### What needs to be done:
Each line from the opening of the records that follow to the line with "I need the junctions" needs to be written out exactly. Add nothing.

### Record extracts:
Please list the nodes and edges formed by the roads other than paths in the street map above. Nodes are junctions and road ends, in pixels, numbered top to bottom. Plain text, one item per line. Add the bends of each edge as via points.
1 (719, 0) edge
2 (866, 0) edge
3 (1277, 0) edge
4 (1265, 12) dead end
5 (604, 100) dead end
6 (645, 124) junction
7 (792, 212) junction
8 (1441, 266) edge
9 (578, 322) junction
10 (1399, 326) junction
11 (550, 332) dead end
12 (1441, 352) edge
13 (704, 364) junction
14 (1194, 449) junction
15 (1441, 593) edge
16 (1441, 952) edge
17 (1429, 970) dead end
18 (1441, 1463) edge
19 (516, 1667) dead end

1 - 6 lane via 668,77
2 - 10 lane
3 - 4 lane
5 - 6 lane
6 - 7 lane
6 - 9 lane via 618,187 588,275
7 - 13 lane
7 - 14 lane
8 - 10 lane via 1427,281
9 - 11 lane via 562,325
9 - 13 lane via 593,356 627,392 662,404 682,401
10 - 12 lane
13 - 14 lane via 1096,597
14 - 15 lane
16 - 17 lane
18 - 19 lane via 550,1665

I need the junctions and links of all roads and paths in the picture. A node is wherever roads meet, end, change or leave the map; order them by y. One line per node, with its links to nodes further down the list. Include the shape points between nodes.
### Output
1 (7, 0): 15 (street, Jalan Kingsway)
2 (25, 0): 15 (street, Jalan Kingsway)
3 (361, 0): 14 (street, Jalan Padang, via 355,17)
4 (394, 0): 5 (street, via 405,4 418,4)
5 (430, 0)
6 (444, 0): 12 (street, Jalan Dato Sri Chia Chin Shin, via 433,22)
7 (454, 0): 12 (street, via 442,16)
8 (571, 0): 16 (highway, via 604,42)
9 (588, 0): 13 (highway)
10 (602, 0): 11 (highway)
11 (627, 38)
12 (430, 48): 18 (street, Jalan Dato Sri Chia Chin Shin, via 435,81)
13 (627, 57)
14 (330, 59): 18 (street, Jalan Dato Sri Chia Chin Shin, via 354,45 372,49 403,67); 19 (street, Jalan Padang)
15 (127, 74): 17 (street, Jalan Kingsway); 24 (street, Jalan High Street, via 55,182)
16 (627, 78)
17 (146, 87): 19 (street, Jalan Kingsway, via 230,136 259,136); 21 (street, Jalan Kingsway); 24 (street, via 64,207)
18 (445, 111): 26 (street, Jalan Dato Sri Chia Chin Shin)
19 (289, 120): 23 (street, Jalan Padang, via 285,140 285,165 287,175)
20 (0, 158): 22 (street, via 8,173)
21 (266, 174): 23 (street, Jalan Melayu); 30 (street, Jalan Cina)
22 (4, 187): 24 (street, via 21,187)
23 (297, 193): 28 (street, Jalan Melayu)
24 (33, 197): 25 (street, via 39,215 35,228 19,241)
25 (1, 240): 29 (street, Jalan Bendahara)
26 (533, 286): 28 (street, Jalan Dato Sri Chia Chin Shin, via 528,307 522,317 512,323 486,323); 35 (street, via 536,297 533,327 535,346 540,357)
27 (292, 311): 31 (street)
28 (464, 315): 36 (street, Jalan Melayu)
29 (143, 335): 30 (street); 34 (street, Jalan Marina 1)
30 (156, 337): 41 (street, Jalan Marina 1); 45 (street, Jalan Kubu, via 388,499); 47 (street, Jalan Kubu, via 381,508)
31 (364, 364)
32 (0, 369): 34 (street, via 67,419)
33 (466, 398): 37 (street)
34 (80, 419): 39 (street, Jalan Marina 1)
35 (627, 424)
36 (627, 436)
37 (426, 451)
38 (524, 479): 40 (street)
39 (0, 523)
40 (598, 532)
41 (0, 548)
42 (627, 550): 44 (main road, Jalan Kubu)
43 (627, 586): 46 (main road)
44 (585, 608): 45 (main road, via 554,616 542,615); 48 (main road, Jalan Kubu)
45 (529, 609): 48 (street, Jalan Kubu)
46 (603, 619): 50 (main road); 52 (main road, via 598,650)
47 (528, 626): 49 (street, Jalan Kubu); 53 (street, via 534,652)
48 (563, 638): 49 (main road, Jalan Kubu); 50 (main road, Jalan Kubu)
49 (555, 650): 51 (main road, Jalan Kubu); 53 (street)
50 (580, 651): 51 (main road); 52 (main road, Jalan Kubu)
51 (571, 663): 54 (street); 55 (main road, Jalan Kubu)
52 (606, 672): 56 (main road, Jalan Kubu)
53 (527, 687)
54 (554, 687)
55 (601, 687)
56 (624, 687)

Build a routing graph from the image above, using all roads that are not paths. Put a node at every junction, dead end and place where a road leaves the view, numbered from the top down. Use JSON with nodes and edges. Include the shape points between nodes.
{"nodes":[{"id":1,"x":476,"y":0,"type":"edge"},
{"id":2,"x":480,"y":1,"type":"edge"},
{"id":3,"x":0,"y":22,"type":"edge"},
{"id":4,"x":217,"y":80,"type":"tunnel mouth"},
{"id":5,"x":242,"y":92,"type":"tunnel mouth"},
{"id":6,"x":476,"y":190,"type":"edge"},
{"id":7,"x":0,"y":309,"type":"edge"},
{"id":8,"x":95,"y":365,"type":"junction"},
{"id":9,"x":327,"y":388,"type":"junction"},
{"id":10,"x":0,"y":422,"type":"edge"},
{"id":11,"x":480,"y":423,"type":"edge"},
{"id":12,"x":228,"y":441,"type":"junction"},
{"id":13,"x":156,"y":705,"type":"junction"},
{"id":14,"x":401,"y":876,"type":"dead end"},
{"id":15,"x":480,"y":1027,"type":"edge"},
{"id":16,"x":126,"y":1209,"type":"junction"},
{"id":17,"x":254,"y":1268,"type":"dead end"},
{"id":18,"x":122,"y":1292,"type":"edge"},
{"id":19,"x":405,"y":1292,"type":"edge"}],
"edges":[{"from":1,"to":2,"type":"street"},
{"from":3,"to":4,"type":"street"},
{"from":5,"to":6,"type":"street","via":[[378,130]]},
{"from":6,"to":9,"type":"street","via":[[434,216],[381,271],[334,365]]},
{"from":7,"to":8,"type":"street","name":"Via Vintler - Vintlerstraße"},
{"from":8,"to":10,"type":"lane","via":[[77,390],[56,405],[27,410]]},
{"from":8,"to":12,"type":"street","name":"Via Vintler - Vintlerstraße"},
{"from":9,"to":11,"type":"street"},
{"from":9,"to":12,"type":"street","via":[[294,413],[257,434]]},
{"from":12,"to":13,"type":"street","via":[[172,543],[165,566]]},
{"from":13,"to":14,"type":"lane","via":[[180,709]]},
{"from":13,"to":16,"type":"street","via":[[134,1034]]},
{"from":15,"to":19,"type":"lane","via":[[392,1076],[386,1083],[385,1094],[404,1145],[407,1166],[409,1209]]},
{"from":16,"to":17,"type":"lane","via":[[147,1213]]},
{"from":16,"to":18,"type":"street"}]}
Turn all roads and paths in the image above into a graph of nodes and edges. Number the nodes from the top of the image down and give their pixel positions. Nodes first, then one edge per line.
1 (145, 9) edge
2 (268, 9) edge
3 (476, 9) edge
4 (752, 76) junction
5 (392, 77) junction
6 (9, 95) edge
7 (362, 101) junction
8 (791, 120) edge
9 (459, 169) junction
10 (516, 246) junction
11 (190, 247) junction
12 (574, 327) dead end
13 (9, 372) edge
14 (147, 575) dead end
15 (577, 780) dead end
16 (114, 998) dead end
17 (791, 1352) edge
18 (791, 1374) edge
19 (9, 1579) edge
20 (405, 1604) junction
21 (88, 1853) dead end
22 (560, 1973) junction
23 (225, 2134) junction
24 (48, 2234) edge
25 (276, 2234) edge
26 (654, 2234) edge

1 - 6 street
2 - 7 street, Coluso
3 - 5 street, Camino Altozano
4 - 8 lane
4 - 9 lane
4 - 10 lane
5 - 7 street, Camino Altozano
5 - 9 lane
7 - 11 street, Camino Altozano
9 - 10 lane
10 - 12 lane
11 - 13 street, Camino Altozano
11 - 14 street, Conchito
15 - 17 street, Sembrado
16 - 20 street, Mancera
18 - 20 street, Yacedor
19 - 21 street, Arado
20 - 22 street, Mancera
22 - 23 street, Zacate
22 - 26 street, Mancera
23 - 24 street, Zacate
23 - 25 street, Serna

### Completed exercise:
Please list the nodes and edges formed by the roads other than paths in the street map above. Nodes are junctions and road ends, in pixels, numbered top to bottom. Plain text, one item per line. Add the bends of each edge as via points.
1 (719, 0) edge
2 (866, 0) edge
3 (1277, 0) edge
4 (1265, 12) dead end
5 (604, 100) dead end
6 (645, 124) junction
7 (792, 212) junction
8 (1441, 266) edge
9 (578, 322) junction
10 (1399, 326) junction
11 (550, 332) dead end
12 (1441, 352) edge
13 (704, 364) junction
14 (1194, 449) junction
15 (1441, 593) edge
16 (1441, 952) edge
17 (1429, 970) dead end
18 (1441, 1463) edge
19 (516, 1667) dead end

1 - 6 lane via 668,77
2 - 10 lane
3 - 4 lane
5 - 6 lane
6 - 7 lane
6 - 9 lane via 618,187 588,275
7 - 13 lane
7 - 14 lane
8 - 10 lane via 1427,281
9 - 11 lane via 562,325
9 - 13 lane via 593,356 627,392 662,404 682,401
10 - 12 lane
13 - 14 lane via 1096,597
14 - 15 lane
16 - 17 lane
18 - 19 lane via 550,1665

I need the junctions and links of all roads and paths in the picture. A node is wherever roads meet, end, change or leave the map; order them by y. One line per node, with its links to nodes further down the list. Include the shape points between nodes.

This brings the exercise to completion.